Daily iron supplementation improved cognitive, physical performance in children with anemia

Low M. Can Med Assoc J. 2013;doi:10.1503/cmaj.130628.

  • November 4, 2013

Children with anemia who received daily iron supplementation demonstrated improved cognitive performance and physical outcomes with few adverse effects, according to results of a systemic review and meta-analysis.

Daily iron supplementation also improved hematologic outcomes, reducing the risk for anemia by 50% and the risk for iron deficiency by 79%.

Researchers used electronic databases, including MEDLINE and Embase, to search for randomized and quasi-randomized trials that evaluated the effects of daily iron supplementation in children aged 5 to 12 years.

Their analysis included 32 relevant studies, 31 of which were conducted in low- or middle-income settings. The most common study site was India (n=7), followed by Thailand (n=4), Indonesia (n=2) and Kenya (n=2).

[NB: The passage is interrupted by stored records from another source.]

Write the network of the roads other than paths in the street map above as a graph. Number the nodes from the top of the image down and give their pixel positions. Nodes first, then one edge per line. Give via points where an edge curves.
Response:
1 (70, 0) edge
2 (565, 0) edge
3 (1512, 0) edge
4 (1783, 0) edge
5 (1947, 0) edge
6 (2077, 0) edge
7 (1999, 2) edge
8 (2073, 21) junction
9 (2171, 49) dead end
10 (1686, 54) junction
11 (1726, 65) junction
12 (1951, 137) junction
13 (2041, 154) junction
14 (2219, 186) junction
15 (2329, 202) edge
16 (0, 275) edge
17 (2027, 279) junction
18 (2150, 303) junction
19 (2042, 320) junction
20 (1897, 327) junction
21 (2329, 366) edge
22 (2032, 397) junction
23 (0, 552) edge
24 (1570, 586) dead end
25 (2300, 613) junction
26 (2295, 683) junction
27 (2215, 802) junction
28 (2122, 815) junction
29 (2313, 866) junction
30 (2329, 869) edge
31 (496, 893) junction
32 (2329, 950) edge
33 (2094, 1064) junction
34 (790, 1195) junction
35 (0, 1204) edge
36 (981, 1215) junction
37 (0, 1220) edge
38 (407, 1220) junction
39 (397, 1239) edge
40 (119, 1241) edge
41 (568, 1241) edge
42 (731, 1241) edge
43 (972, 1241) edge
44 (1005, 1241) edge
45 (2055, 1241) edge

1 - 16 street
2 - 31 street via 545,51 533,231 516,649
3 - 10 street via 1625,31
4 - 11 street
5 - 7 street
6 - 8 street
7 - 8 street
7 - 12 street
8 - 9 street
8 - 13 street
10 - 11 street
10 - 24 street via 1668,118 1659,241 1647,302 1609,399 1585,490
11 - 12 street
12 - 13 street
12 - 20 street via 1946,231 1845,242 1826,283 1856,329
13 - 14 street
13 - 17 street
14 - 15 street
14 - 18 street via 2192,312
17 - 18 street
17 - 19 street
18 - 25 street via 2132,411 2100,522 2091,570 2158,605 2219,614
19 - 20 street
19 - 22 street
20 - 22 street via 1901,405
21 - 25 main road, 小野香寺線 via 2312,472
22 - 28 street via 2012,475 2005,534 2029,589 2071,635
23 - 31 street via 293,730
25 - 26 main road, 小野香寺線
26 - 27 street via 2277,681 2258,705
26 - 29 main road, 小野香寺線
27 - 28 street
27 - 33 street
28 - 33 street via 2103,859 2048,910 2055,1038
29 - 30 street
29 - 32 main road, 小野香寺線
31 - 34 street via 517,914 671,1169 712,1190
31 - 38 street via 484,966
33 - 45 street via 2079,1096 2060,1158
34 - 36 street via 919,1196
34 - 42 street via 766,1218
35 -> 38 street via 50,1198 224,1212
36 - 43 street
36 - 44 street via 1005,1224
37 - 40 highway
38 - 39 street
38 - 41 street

The studies included a combined 7,089 children. Of them, 3,837 received oral iron supplementation at least 5 days per week. The other 3,252 children served as controls.

Nine of the studies assessed global cognitive performance.

Results showed children who received iron supplementation demonstrated higher global cognitive scores at the end of the intervention period compared with controls (standardized mean difference [SMD]=0.50; 95% CI, 0.11-0.90). Researchers also observed improvement among children who were anemic at baseline (SMD=0.29; 95% CI, 0.07-0.51).

IQ scores also improved in children with anemia who received iron supplementation (mean difference [MD]=4.55; 95% CI, 0.16-8.94).

All children who received iron supplementation demonstrated improvements in age-adjusted height, and those with anemia who received daily supplementation demonstrated improvements in age-adjusted weight.

Seven studies that included 1,763 children showed daily iron supplementation reduced risk for anemia (RR=0.50; 95% CI, 0.39-0.64). Four studies that included 1,020 children showed daily supplementation reduced risk for iron deficiency (RR=0.21; 95% CI, 0.07-0.63).

Researchers found that children who received iron were not at increased risk for malaria or gastrointestinal adverse effects compared with children who did not receive supplementation.

“Anemia and iron deficiency were prevalent in the included studies (69% and 59%, respectively, in the control groups. Thus, routine daily iron supplementation is likely to benefit cognitive performance in primary school-aged children in developing settings where anemia is prevalent and testing hemoglobin before iron supplementation may not be feasible,” the researchers wrote. “Daily iron supplementation could benefit educational attainment and economic potential at the individual level and, in settings where anemia is prevalent, population level.”

Disclosure: The researchers report no relevant financial disclosures.